The Cook and Book Club is a small Australian based book club combining their love for reading and cooking. Declan, a member of the club, will be recapping his experience each month right here on The Nerd Daily!
BOOK | One person selects a book for everyone to read over the next month
COOK | The book selector hosts a dinner party with a themed meal related to the book
Coming into the New Year with a new name for our book club (changed simply due to the fact we weren’t reviewing movies as much as we thought we would), we were ready to tackle the classic murder mystery genre. In particular, we delved deeply into Agatha Christie’s iconic novel ‘The Murder of Roger Ackroyd’, featuring the equally iconic fictional detective, Hercule Poirot. But first, Scott was serving up the themed dinner for the night.
Dinner
Possibly due to a lapse in memory of our last meeting of 2017, Scott provided the same meal that we discussed Orwell’s essays over—the traditional English meal of bangers, mash and onion gravy. Nevertheless, it was still a delicious accompaniment to our discussion of Agatha Christie’s detective novel. If you’ve read this far but don’t want major spoilers for ‘The Murder of Roger Ackroyd’, turn back now. Because, as is the case with all murder mysteries, the fun lies in the final reveal, and so naturally this is what we wanted to get to talking about straight away.

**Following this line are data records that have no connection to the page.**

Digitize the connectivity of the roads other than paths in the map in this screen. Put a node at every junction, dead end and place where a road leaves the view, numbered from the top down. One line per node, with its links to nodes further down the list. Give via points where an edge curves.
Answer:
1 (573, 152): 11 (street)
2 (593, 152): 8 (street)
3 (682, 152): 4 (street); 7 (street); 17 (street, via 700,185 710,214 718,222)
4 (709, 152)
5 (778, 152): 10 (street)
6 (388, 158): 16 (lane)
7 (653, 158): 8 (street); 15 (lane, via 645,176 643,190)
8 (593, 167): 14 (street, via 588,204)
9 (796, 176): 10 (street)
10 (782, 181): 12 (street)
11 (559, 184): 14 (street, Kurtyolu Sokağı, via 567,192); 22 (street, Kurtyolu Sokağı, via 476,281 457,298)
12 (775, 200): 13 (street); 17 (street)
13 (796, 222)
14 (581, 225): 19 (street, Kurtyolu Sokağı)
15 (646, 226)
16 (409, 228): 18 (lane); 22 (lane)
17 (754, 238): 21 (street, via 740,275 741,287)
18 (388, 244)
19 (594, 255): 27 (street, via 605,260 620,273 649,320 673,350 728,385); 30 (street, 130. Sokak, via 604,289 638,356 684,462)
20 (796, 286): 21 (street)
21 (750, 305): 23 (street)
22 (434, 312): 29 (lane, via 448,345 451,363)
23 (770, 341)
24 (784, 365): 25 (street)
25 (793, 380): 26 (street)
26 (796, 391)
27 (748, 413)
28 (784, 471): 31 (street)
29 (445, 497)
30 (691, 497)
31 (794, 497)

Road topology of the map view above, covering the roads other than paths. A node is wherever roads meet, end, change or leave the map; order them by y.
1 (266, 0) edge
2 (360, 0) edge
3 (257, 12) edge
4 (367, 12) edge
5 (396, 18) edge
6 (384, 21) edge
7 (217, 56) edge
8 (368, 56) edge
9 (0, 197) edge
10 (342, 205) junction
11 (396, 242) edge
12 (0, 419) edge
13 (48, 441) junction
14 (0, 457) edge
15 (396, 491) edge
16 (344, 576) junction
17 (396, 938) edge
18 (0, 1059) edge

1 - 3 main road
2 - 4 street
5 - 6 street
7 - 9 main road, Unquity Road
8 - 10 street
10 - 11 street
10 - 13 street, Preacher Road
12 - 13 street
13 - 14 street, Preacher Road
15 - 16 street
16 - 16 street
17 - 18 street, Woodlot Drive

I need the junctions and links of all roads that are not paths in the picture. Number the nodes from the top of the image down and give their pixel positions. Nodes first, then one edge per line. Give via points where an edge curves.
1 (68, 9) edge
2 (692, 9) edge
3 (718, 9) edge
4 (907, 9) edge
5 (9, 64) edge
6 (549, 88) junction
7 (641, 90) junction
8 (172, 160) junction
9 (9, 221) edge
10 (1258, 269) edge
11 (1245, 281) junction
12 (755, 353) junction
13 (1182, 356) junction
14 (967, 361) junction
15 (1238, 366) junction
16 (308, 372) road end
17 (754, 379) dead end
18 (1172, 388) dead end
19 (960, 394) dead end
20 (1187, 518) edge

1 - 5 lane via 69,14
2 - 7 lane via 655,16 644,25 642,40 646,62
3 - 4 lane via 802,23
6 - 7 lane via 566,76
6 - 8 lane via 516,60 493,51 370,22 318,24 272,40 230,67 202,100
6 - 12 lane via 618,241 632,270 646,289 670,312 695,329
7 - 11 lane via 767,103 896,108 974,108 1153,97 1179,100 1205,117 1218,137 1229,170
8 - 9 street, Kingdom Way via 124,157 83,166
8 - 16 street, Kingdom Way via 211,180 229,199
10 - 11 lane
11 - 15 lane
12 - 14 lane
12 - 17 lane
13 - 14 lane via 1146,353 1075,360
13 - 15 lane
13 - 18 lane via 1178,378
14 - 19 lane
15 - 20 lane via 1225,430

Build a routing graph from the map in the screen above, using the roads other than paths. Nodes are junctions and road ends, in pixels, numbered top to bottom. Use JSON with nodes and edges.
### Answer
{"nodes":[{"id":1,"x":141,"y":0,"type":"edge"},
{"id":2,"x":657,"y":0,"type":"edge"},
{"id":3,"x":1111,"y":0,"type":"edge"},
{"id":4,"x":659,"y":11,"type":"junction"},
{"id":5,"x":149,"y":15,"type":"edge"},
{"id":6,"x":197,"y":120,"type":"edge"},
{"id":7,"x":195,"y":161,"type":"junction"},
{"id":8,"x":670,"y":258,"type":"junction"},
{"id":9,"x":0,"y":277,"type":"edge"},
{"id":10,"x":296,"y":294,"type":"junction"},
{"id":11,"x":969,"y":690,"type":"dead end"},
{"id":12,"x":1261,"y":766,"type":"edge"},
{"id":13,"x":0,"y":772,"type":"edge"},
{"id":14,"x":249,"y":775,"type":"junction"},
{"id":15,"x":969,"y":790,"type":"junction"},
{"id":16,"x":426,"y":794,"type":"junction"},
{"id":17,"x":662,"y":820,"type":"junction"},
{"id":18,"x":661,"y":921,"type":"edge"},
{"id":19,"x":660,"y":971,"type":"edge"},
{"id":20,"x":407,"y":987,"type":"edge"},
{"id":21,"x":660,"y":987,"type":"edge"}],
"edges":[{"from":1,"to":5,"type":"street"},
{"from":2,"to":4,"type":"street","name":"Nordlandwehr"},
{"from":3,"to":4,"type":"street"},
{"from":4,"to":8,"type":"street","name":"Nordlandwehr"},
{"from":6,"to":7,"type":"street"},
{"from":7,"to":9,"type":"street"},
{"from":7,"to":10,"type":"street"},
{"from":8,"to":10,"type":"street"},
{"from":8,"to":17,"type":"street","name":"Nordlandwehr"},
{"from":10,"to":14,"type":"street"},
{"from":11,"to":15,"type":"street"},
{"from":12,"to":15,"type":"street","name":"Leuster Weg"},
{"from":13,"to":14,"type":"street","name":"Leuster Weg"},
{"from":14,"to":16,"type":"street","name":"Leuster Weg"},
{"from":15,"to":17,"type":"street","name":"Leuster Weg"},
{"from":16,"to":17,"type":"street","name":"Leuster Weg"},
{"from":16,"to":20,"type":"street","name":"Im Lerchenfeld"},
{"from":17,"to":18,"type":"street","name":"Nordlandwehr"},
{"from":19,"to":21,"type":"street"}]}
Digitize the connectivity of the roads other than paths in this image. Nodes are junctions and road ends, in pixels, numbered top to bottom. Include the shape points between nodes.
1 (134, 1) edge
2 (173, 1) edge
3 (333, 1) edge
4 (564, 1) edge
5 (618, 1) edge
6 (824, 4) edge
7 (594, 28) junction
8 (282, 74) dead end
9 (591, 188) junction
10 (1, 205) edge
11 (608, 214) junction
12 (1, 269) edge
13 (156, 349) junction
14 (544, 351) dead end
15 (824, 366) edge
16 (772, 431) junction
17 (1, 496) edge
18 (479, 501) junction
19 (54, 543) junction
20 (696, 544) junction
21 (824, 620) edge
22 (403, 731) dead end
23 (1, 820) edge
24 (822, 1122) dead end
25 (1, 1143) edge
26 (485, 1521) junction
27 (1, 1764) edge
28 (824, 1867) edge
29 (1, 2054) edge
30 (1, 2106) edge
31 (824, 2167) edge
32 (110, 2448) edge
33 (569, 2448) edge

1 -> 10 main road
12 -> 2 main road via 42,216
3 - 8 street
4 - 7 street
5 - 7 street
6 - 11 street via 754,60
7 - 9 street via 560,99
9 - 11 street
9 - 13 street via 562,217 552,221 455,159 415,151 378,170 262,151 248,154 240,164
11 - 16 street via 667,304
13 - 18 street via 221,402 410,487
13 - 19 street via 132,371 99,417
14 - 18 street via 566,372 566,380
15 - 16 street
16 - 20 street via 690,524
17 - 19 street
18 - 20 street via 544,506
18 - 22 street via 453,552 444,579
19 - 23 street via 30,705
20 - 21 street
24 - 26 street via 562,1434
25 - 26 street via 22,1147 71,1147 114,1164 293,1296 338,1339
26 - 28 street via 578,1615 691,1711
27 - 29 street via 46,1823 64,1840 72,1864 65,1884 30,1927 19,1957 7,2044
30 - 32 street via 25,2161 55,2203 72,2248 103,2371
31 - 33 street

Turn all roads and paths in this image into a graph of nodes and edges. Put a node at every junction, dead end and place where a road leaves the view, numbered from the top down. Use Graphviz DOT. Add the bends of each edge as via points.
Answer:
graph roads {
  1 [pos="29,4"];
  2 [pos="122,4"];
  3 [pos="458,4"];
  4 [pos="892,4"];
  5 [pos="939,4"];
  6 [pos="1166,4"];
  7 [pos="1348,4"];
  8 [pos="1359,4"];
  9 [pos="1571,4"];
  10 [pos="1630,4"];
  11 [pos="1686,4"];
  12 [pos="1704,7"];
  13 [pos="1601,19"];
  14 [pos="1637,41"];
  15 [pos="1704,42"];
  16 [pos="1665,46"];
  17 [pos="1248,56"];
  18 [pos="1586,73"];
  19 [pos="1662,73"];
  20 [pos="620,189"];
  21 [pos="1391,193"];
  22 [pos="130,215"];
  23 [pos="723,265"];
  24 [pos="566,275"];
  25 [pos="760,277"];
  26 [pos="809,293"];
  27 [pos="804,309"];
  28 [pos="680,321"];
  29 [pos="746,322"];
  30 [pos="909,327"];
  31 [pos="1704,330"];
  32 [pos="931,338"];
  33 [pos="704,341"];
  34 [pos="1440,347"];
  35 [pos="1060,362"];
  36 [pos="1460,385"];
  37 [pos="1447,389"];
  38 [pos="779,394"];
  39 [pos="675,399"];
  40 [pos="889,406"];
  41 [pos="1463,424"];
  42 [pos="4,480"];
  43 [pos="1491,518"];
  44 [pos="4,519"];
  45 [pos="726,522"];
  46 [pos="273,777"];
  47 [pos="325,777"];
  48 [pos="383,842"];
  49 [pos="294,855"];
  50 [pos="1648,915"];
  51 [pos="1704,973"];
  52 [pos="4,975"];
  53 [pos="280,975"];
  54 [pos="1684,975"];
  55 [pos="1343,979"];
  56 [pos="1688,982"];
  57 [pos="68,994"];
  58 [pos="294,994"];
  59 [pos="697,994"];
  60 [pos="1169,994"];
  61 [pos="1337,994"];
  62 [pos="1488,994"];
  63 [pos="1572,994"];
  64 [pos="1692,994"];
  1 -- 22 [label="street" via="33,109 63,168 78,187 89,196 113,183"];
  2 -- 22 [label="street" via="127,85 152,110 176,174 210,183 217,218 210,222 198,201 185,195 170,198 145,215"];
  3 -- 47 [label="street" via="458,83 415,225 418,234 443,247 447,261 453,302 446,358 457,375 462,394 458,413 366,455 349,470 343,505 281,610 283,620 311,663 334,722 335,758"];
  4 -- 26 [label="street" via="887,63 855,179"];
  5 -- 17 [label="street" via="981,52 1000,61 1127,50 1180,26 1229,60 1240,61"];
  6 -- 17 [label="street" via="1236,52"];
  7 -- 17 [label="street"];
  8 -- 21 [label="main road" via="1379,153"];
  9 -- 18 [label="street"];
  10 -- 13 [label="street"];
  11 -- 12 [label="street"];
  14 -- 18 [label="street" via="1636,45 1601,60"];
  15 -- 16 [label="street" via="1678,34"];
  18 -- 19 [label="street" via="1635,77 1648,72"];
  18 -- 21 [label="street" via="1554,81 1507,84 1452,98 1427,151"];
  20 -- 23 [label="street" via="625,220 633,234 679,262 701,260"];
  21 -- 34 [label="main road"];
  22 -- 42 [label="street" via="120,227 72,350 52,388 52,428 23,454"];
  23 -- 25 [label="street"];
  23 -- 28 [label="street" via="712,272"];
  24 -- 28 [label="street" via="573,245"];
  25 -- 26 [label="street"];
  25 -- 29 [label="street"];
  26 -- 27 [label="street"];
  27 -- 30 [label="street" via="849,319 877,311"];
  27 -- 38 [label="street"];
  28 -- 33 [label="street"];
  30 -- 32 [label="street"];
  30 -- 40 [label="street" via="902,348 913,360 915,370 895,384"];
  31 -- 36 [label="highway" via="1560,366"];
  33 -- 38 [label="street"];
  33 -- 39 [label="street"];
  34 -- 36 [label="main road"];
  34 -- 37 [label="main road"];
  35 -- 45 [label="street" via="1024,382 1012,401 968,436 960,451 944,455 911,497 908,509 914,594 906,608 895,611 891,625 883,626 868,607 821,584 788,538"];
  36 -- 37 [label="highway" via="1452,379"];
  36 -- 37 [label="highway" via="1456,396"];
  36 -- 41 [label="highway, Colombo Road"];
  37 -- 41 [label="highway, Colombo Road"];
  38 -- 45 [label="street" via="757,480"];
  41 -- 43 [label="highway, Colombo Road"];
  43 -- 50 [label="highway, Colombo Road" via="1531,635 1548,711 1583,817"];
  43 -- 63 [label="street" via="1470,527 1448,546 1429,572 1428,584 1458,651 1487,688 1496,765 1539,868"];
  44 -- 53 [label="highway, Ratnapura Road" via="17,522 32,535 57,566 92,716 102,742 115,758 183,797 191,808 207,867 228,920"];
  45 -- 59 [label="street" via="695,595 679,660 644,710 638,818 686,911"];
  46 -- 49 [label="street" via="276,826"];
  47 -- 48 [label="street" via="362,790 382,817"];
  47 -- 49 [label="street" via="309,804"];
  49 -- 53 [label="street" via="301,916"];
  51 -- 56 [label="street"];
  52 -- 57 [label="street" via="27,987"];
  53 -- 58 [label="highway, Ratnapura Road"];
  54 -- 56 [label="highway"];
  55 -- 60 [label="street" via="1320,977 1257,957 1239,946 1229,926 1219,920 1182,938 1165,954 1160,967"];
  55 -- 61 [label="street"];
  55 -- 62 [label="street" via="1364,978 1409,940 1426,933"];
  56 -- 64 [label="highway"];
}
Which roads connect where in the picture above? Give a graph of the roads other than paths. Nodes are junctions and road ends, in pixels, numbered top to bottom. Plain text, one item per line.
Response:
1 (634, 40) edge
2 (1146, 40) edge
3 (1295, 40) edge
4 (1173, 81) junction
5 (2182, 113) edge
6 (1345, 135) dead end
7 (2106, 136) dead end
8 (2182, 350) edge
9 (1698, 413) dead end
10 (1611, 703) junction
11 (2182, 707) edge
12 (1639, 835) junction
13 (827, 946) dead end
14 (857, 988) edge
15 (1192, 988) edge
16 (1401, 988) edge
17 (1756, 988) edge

In the final pages of the novel, Doctor Sheppard, our first person narrator, is revealed to be not so reliable after all. After a long-winded series of events full of red herrings, Poirot exposes the doctor as being the true killer of Roger Ackroyd. The reveal is a huge twist, turning everything we thought we knew about the course of events on its head. But of course, the clues were there from the beginning—the small gaps in Sheppard’s story, the scarce details of his own personal life, and eventually the dawning realisation that he could have been the only character to have feasibly pulled it off.
Alec and I weren’t completely caught off guard by the reveal though. Knowing that Agatha Christie’s most famous mysteries often have twist endings, I assumed that this wouldn’t be too different. However, it is important to note that given the novel was published early on in Christie’s writing career in the 1920’s, this twist would have once been considered completely unexpected. Since then, the unreliable narrator trope has taken off in mainstream film and literature.
Scott and Cassie took a more passive approach to the novel, experiencing the story as it unfolded rather than choosing to theorise potential endings. Even though the reveal was a much bigger surprise for them, I found that actively searching for the solution did not detract from the experience of the story. If anything, it felt more like we were a part of the case, working alongside Poirot to determine Roger Ackroyd’s murderer.
As a group of Sherlock fans, we made a point of comparing how Agatha Christie’s detective fiction holds up to that of her predecessor, Arthur Conan Doyle. Where Christie’s mysteries often revolve around an intricate web of relationships between standalone characters, Conan Doyle largely focuses on developing the idiosyncrasies and personal lives of Sherlock and Watson.
Poirot is also a much less abrasive and more charming detective than Holmes, and so his final deductions are presented in much more low-key fashions. This is clear in The Murder of Roger Ackroyd whereby the reveal comes in the form of a one-on-one conversation, Poirot gently urging the Doctor Sheppard to give himself up quietly. Compare this to Conan Doyle’s action-packed resolutions which play out more like dramatic confrontations, and it is clear how Agatha Christie carved out her own style within the mystery genre.
Dessert??
We were so caught in our discussion that it wasn’t until after we left that Scott realised he had forgotten to serve the French cheesecake, representing Poirot’s own appreciation of fine European food. But that’s okay—the night’s discussion had been particularly interesting. The murder mystery genre is one that I had wanted to look more closely at for a long time.
Although Poirot is the leading male character in many of her novels, Christie isn’t restricted by the patriarchal attitudes of her era. The dichotomy of relentless logic and empathy is broken down in Poirot’s creation, demonstrating that intelligent male characters do not necessarily need to be slaves to their own ego. Christie also takes this a step further, developing her secondary characters into more than just subjects for the male detective to show off to. Consequently, Agatha Christie’s legacy has lasted for good reason, with The Murder of Roger Ackroyd setting a standard for mystery fiction that writers today often try to emulate.